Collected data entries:

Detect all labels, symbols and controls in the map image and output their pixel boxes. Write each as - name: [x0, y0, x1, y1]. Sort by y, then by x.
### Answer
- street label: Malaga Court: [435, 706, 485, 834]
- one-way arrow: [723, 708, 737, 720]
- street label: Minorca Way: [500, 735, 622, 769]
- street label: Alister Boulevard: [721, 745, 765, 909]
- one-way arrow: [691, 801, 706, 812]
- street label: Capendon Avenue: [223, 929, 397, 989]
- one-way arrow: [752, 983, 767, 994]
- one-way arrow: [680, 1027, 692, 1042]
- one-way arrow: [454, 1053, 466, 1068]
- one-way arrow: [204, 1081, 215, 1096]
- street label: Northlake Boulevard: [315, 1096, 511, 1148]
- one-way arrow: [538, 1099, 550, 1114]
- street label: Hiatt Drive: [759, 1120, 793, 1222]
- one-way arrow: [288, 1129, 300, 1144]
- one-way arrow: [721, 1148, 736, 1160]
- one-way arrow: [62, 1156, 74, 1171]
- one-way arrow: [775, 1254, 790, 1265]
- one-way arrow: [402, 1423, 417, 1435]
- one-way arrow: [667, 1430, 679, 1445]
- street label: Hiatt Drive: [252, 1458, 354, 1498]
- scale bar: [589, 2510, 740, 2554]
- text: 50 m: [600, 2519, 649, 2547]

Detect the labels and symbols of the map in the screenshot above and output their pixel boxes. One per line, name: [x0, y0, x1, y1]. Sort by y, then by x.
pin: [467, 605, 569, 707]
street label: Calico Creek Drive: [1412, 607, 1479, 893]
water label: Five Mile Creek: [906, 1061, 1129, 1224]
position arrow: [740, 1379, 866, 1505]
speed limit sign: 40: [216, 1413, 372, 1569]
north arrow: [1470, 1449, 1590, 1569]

**How to complete this task**
Line by line, output the data precisely as shown above.

**Your solution**
Detect all labels, symbols and controls in the map image and output their pixel boxes. Write each as - name: [x0, y0, x1, y1]. Sort by y, then by x.
### Answer
- street label: Malaga Court: [435, 706, 485, 834]
- one-way arrow: [723, 708, 737, 720]
- street label: Minorca Way: [500, 735, 622, 769]
- street label: Alister Boulevard: [721, 745, 765, 909]
- one-way arrow: [691, 801, 706, 812]
- street label: Capendon Avenue: [223, 929, 397, 989]
- one-way arrow: [752, 983, 767, 994]
- one-way arrow: [680, 1027, 692, 1042]
- one-way arrow: [454, 1053, 466, 1068]
- one-way arrow: [204, 1081, 215, 1096]
- street label: Northlake Boulevard: [315, 1096, 511, 1148]
- one-way arrow: [538, 1099, 550, 1114]
- street label: Hiatt Drive: [759, 1120, 793, 1222]
- one-way arrow: [288, 1129, 300, 1144]
- one-way arrow: [721, 1148, 736, 1160]
- one-way arrow: [62, 1156, 74, 1171]
- one-way arrow: [775, 1254, 790, 1265]
- one-way arrow: [402, 1423, 417, 1435]
- one-way arrow: [667, 1430, 679, 1445]
- street label: Hiatt Drive: [252, 1458, 354, 1498]
- scale bar: [589, 2510, 740, 2554]
- text: 50 m: [600, 2519, 649, 2547]

Detect the labels and symbols of the map in the screenshot above and output their pixel boxes. One per line, name: [x0, y0, x1, y1]. Sort by y, then by x.
pin: [467, 605, 569, 707]
street label: Calico Creek Drive: [1412, 607, 1479, 893]
water label: Five Mile Creek: [906, 1061, 1129, 1224]
position arrow: [740, 1379, 866, 1505]
speed limit sign: 40: [216, 1413, 372, 1569]
north arrow: [1470, 1449, 1590, 1569]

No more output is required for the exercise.